1. ¹Department of Pathology, University of Michigan Medical School, Ann Arbor, MI 48109, USA
2. ²Department of Dermatology, University of Michigan Medical School, Ann Arbor, MI 48109, USA

Correspondence: Professor J Varani, Department of Pathology, University of Michigan, 1301 Catherine, SPC 5602, Ann Arbor, MI 48109, USA; E-mail: varani@med.umich.edu

Received 18 December 2007; Revised 27 February 2008; Accepted 12 March 2008; Published online 29 April 2008.

Abstract

Connective tissue damage and angiogenesis are both important features of tumour growth and invasion. Here, we show that endothelial cells maintained on a three-dimensional lattice of intact polymerised collagen formed a monolayer of cells with a cobblestone morphology. When the collagen was exposed to organ culture fluid from human basal cell tumours of the skin (containing a high level of active matrix metalloproteinase-1 (MMP-1)), degradation of the collagen matrix occurred. The major degradation products were the ¾ and ¼ sized fragments known to result from the action of MMP-1 on type I collagen. When endothelial cells were maintained on the partially degraded collagen, the cells organised into a network of vascular tubes. Pretreatment of the organ culture fluid with either tissue inhibitor of metalloproteinase-1 (TIMP-1) or neutralising antibody to MMP-1 prevented degradation of the collagen lattice and concomitantly inhibited endothelial cell organisation into the vascular network.

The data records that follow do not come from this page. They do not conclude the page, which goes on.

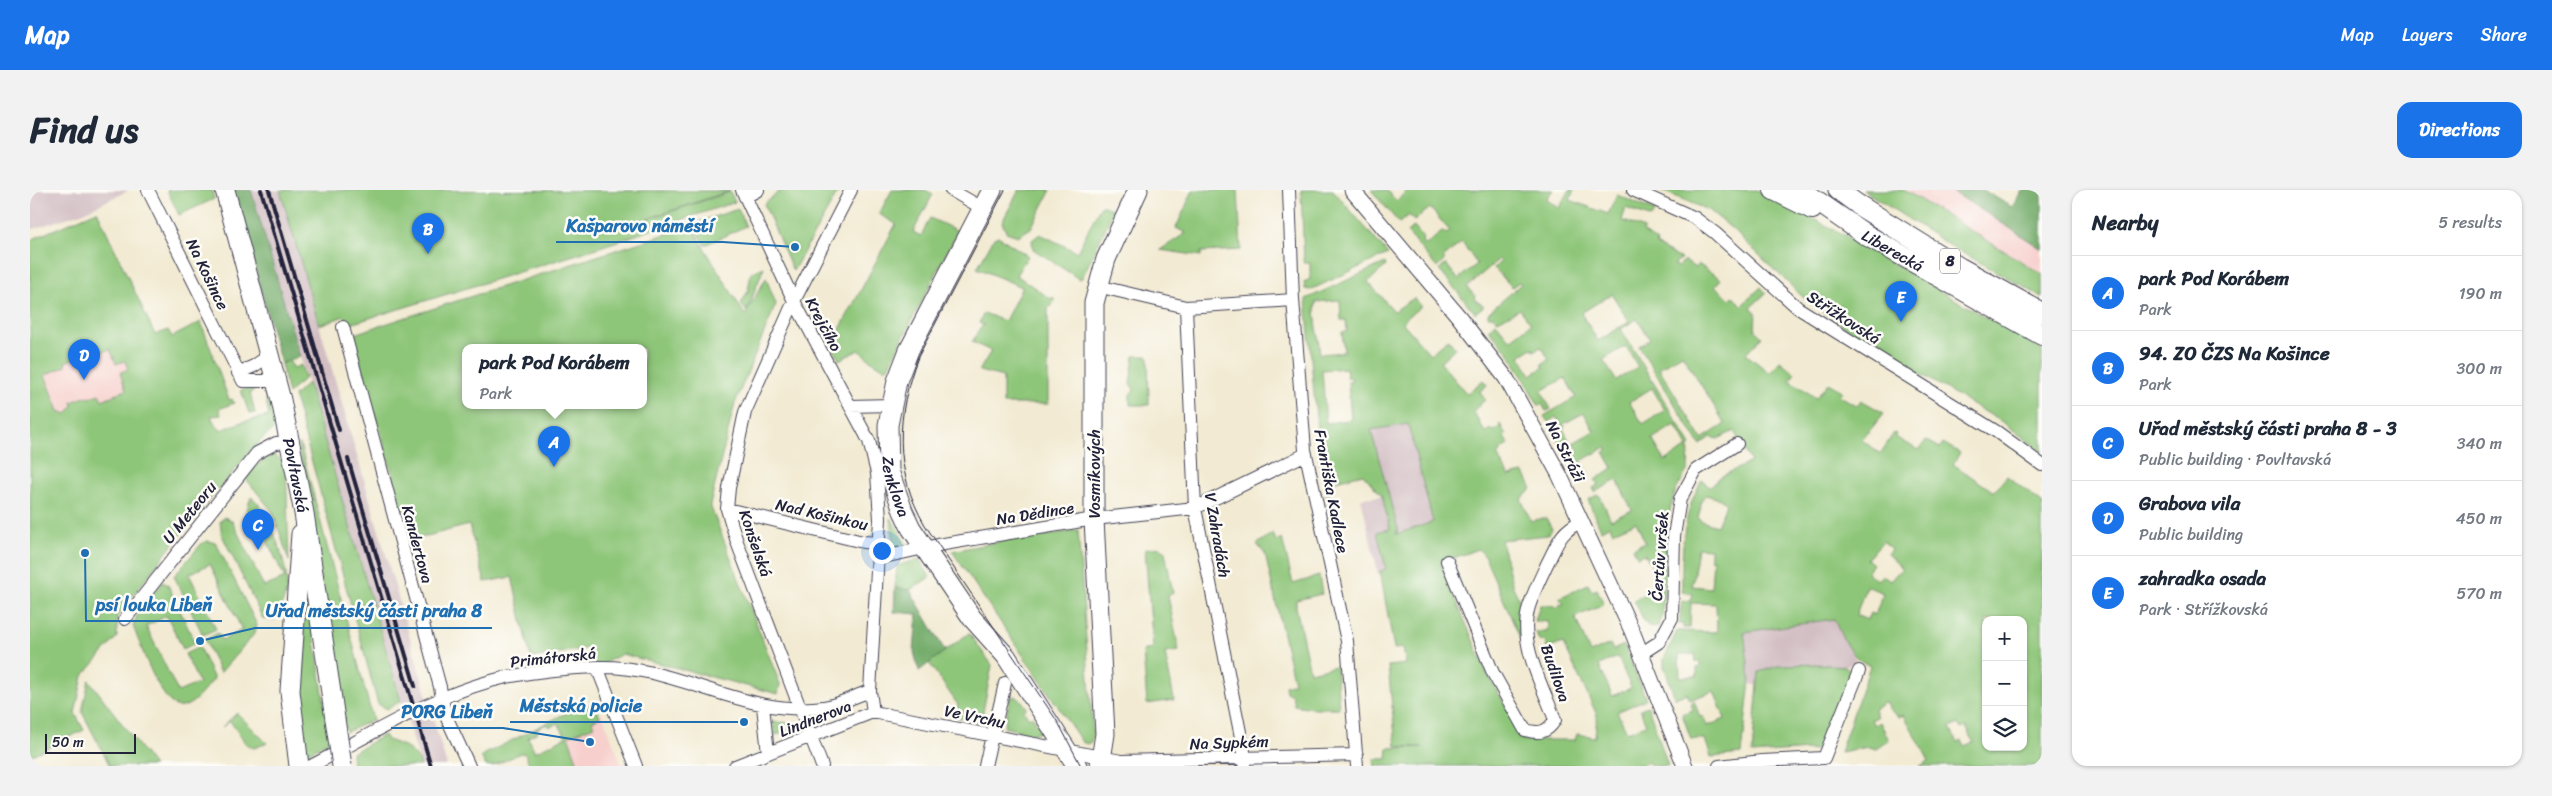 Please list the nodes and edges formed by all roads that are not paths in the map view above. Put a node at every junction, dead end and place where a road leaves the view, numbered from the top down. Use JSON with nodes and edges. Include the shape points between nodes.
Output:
{"nodes":[{"id":1,"x":148,"y":190,"type":"edge"},
{"id":2,"x":225,"y":190,"type":"edge"},
{"id":3,"x":758,"y":190,"type":"edge"},
{"id":4,"x":851,"y":190,"type":"edge"},
{"id":5,"x":951,"y":190,"type":"edge"},
{"id":6,"x":992,"y":190,"type":"edge"},
{"id":7,"x":1138,"y":190,"type":"edge"},
{"id":8,"x":1288,"y":190,"type":"edge"},
{"id":9,"x":1352,"y":190,"type":"edge"},
{"id":10,"x":1633,"y":190,"type":"edge"},
{"id":11,"x":1774,"y":190,"type":"edge"},
{"id":12,"x":1801,"y":190,"type":"edge"},
{"id":13,"x":1838,"y":190,"type":"edge"},
{"id":14,"x":744,"y":193,"type":"edge"},
{"id":15,"x":1860,"y":206,"type":"joint"},
{"id":16,"x":982,"y":208,"type":"junction"},
{"id":17,"x":1866,"y":235,"type":"junction"},
{"id":18,"x":1097,"y":286,"type":"junction"},
{"id":19,"x":1293,"y":300,"type":"junction"},
{"id":20,"x":794,"y":301,"type":"junction"},
{"id":21,"x":1186,"y":307,"type":"junction"},
{"id":22,"x":2042,"y":313,"type":"edge"},
{"id":23,"x":343,"y":328,"type":"dead end"},
{"id":24,"x":2042,"y":335,"type":"edge"},
{"id":25,"x":270,"y":355,"type":"junction"},
{"id":26,"x":238,"y":373,"type":"junction"},
{"id":27,"x":276,"y":381,"type":"junction"},
{"id":28,"x":891,"y":405,"type":"junction"},
{"id":29,"x":850,"y":406,"type":"junction"},
{"id":30,"x":290,"y":442,"type":"junction"},
{"id":31,"x":1737,"y":444,"type":"dead end"},
{"id":32,"x":887,"y":446,"type":"junction"},
{"id":33,"x":1306,"y":454,"type":"junction"},
{"id":34,"x":2042,"y":465,"type":"edge"},
{"id":35,"x":877,"y":473,"type":"junction"},
{"id":36,"x":727,"y":508,"type":"junction"},
{"id":37,"x":1195,"y":508,"type":"junction"},
{"id":38,"x":304,"y":513,"type":"junction"},
{"id":39,"x":1094,"y":519,"type":"junction"},
{"id":40,"x":1582,"y":521,"type":"junction"},
{"id":41,"x":880,"y":543,"type":"junction"},
{"id":42,"x":924,"y":548,"type":"junction"},
{"id":43,"x":879,"y":558,"type":"junction"},
{"id":44,"x":1447,"y":562,"type":"dead end"},
{"id":45,"x":125,"y":618,"type":"dead end"},
{"id":46,"x":1642,"y":653,"type":"junction"},
{"id":47,"x":597,"y":667,"type":"junction"},
{"id":48,"x":1859,"y":671,"type":"dead end"},
{"id":49,"x":1005,"y":683,"type":"dead end"},
{"id":50,"x":870,"y":691,"type":"junction"},
{"id":51,"x":441,"y":699,"type":"junction"},
{"id":52,"x":763,"y":706,"type":"junction"},
{"id":53,"x":801,"y":708,"type":"junction"},
{"id":54,"x":873,"y":712,"type":"junction"},
{"id":55,"x":991,"y":736,"type":"junction"},
{"id":56,"x":811,"y":737,"type":"junction"},
{"id":57,"x":768,"y":753,"type":"junction"},
{"id":58,"x":1074,"y":759,"type":"edge"},
{"id":59,"x":1357,"y":760,"type":"edge"},
{"id":60,"x":1100,"y":762,"type":"edge"},
{"id":61,"x":1244,"y":762,"type":"edge"},
{"id":62,"x":299,"y":766,"type":"edge"},
{"id":63,"x":311,"y":766,"type":"edge"},
{"id":64,"x":342,"y":766,"type":"edge"},
{"id":65,"x":469,"y":766,"type":"edge"},
{"id":66,"x":636,"y":766,"type":"edge"},
{"id":67,"x":735,"y":766,"type":"edge"},
{"id":68,"x":822,"y":766,"type":"edge"},
{"id":69,"x":985,"y":766,"type":"edge"},
{"id":70,"x":1685,"y":766,"type":"edge"},
{"id":71,"x":1719,"y":766,"type":"edge"}],
"edges":[{"from":1,"to":26,"type":"street","name":"Na Košince"},
{"from":2,"to":25,"type":"main road","name":"Povltavská"},
{"from":3,"to":14,"type":"street"},
{"from":4,"to":20,"type":"street","name":"Konšelská"},
{"from":5,"to":16,"type":"street"},
{"from":6,"to":16,"type":"main road","name":"Zenklova"},
{"from":7,"to":18,"type":"main road","name":"Vosmíkových"},
{"from":8,"to":19,"type":"street","name":"Františka Kadlece"},
{"from":9,"to":40,"type":"street","name":"Na Stráži","via":[[1460,317],[1506,378]]},
{"from":10,"to":34,"type":"street","name":"Střížkovská","via":[[1695,218],[1798,308],[1997,432]]},
{"from":11,"to":17,"type":"highway"},
{"from":12,"to":17,"type":"highway","name":"Liberecká","number":"8"},
{"from":13,"to":15,"type":"main road","name":"Liberecká","number":"8"},
{"from":14,"to":20,"type":"street","name":"Krejčího"},
{"from":15,"to":22,"type":"highway","name":"Liberecká","number":"8","via":[[1960,268]]},
{"from":16,"to":28,"type":"main road","name":"Zenklova","via":[[909,350]]},
{"from":17,"to":24,"type":"highway","name":"Liberecká","number":"8"},
{"from":18,"to":21,"type":"street"},
{"from":18,"to":39,"type":"main road","name":"Vosmíkových","via":[[1094,303]]},
{"from":19,"to":21,"type":"street"},
{"from":19,"to":33,"type":"street","name":"Františka Kadlece"},
{"from":20,"to":29,"type":"street","name":"Krejčího"},
{"from":20,"to":36,"type":"street","name":"Konšelská","via":[[745,412]]},
{"from":21,"to":37,"type":"street","name":"V Zahradách"},
{"from":23,"to":51,"type":"street","name":"Kandertova"},
{"from":25,"to":26,"type":"street"},
{"from":25,"to":27,"type":"main road","name":"Povltavská"},
{"from":26,"to":27,"type":"street","via":[[243,381]]},
{"from":27,"to":30,"type":"main road","name":"Povltavská"},
{"from":28,"to":29,"type":"street"},
{"from":28,"to":32,"type":"main road","name":"Zenklova"},
{"from":29,"to":35,"type":"street","name":"Krejčího","via":[[869,441]]},
{"from":30,"to":38,"type":"main road","name":"Povltavská"},
{"from":30,"to":45,"type":"street","name":"U Meteoru","via":[[276,443],[257,453]]},
{"from":31,"to":46,"type":"street","name":"Čertův vršek","via":[[1696,470],[1680,499],[1674,536],[1672,618],[1659,642]]},
{"from":32,"to":35,"type":"main road"},
{"from":32,"to":42,"type":"main road","name":"Zenklova","via":[[895,491]]},
{"from":33,"to":37,"type":"street","name":"Na Dědince"},
{"from":33,"to":59,"type":"street","name":"Františka Kadlece","via":[[1347,642]]},
{"from":35,"to":41,"type":"street"},
{"from":36,"to":41,"type":"street","name":"Nad Košinkou","via":[[863,542]]},
{"from":36,"to":53,"type":"street","name":"Konšelská"},
{"from":37,"to":39,"type":"street","name":"Na Dědince"},
{"from":37,"to":61,"type":"street","name":"V Zahradách"},
{"from":38,"to":62,"type":"main road","via":[[298,556],[290,691]]},
{"from":38,"to":64,"type":"main road","name":"Povltavská","bridge":true},
{"from":39,"to":42,"type":"street","name":"Na Dědince"},
{"from":39,"to":60,"type":"main road","name":"Vosmíkových","via":[[1106,734]]},
{"from":40,"to":44,"type":"street","name":"Budilova","via":[[1565,531],[1560,539],[1528,612],[1528,644],[1555,720],[1542,733],[1525,730],[1498,681]]},
{"from":40,"to":46,"type":"street","name":"Na Stráži"},
{"from":41,"to":43,"type":"street"},
{"from":42,"to":43,"type":"street","name":"Na Dědince"},
{"from":42,"to":58,"type":"main road","name":"Zenklova","via":[[972,618],[1006,656]]},
{"from":43,"to":50,"type":"street"},
{"from":46,"to":70,"type":"street","name":"Na Stráži"},
{"from":47,"to":51,"type":"street","name":"Primátorská","via":[[506,677]]},
{"from":47,"to":52,"type":"street","name":"Primátorská","via":[[666,677]]},
{"from":47,"to":66,"type":"street"},
{"from":48,"to":71,"type":"street","via":[[1824,758]]},
{"from":49,"to":55,"type":"street","via":[[997,725]]},
{"from":50,"to":53,"type":"street","name":"Primátorská","via":[[825,707]]},
{"from":50,"to":54,"type":"street"},
{"from":51,"to":63,"type":"street","name":"Primátorská"},
{"from":51,"to":65,"type":"street","name":"Kandertova"},
{"from":52,"to":53,"type":"street","name":"Primátorská"},
{"from":52,"to":57,"type":"street","name":"Lindnerova"},
{"from":53,"to":56,"type":"street","name":"Konšelská"},
{"from":54,"to":55,"type":"street","name":"Ve Vrchu"},
{"from":54,"to":56,"type":"street","name":"Lindnerova"},
{"from":55,"to":58,"type":"street","name":"Ve Vrchu"},
{"from":55,"to":69,"type":"street"},
{"from":56,"to":57,"type":"street","name":"Lindnerova"},
{"from":56,"to":68,"type":"street","name":"Konšelská"},
{"from":57,"to":67,"type":"street","name":"Lindnerova"},
{"from":58,"to":60,"type":"street"},
{"from":59,"to":61,"type":"street","name":"Na Sypkém"},
{"from":60,"to":61,"type":"street","name":"Na Sypkém"}]}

Purified (activated) MMP-1 duplicated the effects of skin organ culture fluid, but other enzymes including MMP-9 (gelatinase B), elastase or trypsin failed to produce measurable fragments from intact collagen and also failed to promote vascular tube formation. Together, these studies suggest that damage to the collagenous matrix is itself an important inducer of new vessel formation.